**Task objective**
Among the entries below, find each line with "roads" and show it.

**Data listing**
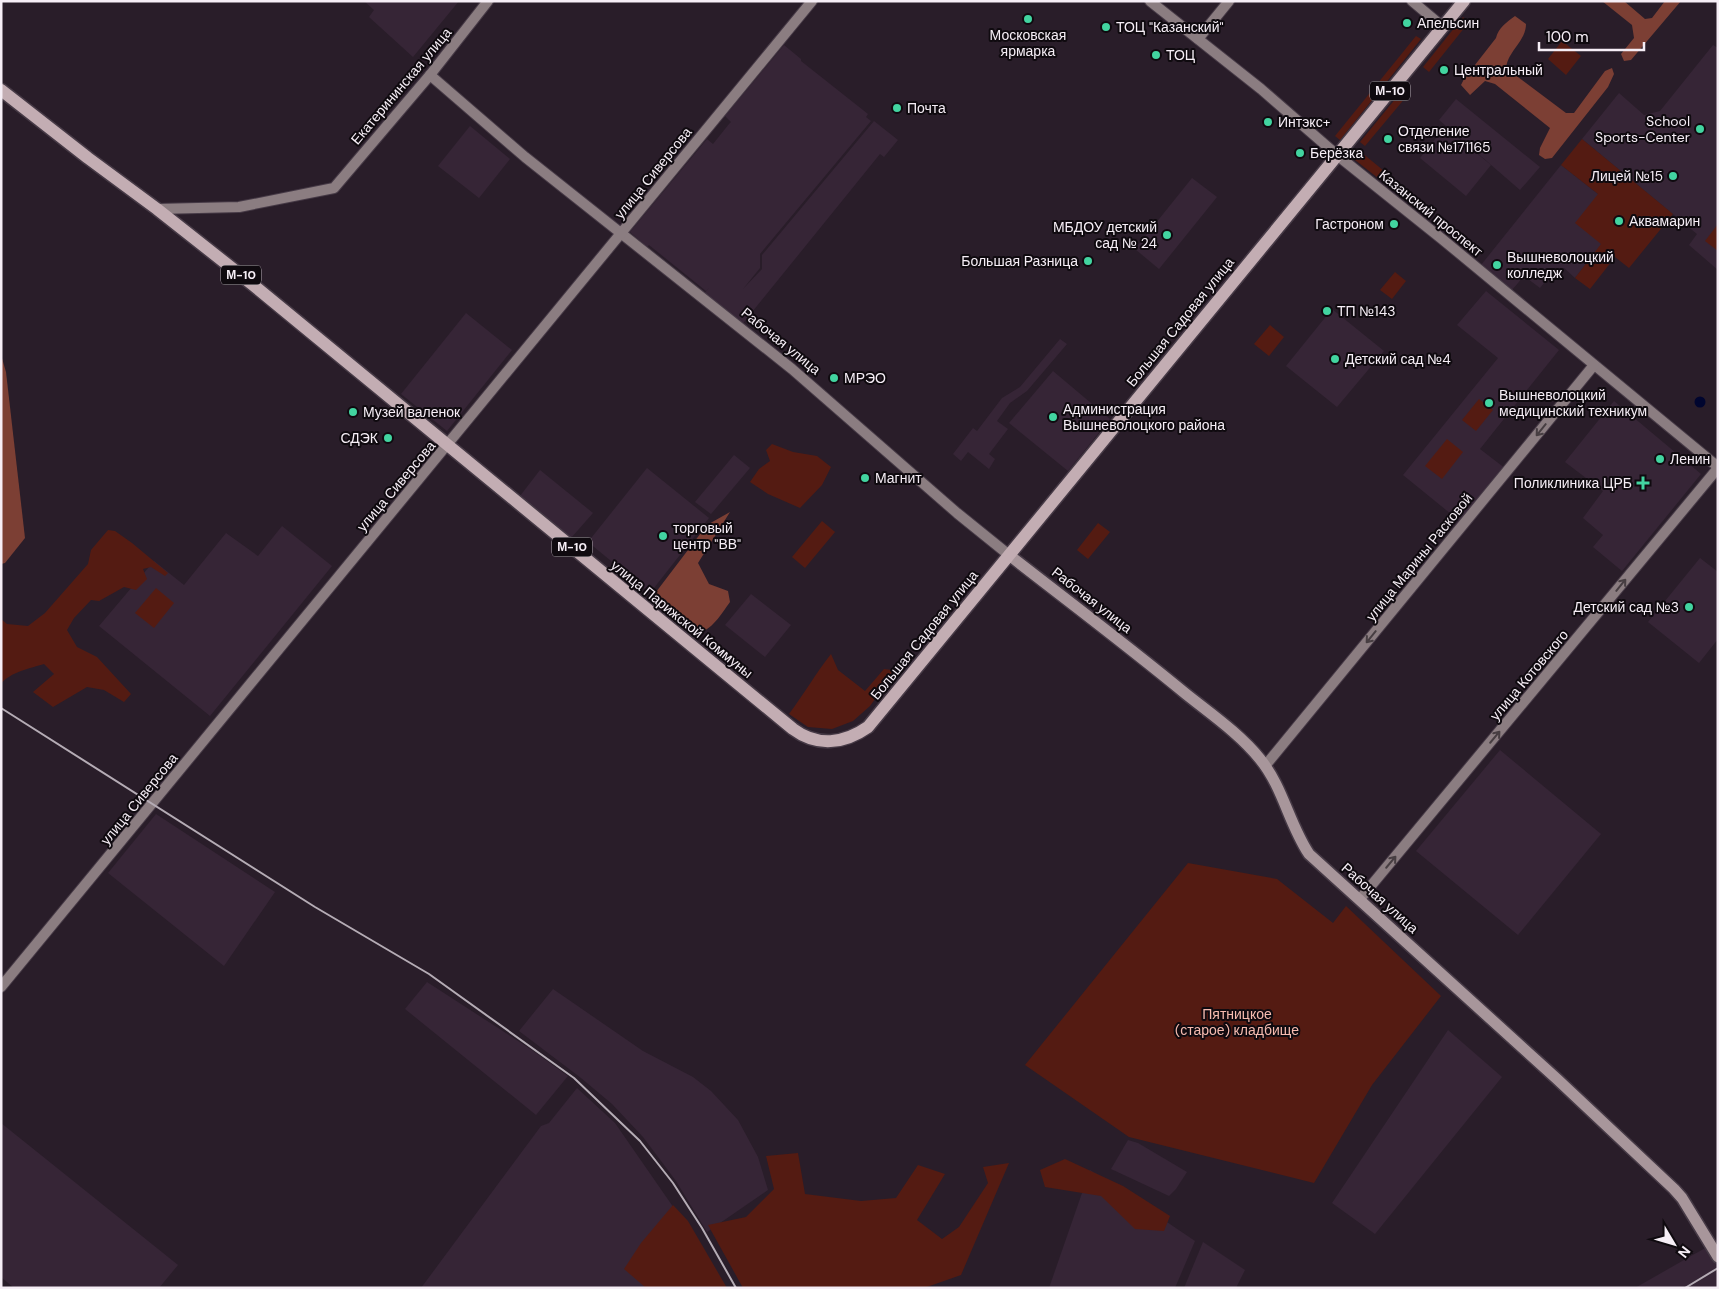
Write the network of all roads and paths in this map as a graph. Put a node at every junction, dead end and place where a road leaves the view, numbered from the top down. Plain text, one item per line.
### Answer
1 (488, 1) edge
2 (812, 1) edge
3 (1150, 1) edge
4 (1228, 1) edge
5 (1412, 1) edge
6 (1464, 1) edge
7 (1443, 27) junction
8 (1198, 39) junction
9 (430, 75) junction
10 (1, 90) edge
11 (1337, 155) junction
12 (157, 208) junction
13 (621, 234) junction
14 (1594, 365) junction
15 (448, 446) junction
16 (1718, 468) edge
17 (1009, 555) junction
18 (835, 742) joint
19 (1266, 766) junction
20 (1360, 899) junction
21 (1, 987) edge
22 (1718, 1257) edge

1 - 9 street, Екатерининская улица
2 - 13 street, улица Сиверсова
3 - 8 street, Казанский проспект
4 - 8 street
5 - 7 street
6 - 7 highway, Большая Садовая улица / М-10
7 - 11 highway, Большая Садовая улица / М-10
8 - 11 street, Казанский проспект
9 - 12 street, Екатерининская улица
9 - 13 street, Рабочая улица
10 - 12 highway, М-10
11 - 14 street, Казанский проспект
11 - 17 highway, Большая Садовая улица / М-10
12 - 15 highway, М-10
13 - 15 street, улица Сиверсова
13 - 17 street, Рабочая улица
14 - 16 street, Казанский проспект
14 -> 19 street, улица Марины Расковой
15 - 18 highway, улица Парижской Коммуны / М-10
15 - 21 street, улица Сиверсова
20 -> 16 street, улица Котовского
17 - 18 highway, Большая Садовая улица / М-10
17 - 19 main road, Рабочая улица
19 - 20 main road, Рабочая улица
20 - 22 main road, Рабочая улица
...
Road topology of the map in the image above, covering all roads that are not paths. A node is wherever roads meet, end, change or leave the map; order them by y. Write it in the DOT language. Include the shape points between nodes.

**Written solution**
Write the network of all roads and paths in this map as a graph. Put a node at every junction, dead end and place where a road leaves the view, numbered from the top down. Plain text, one item per line.
Road topology of the map in the image above, covering all roads that are not paths. A node is wherever roads meet, end, change or leave the map; order them by y. Write it in the DOT language. Include the shape points between nodes.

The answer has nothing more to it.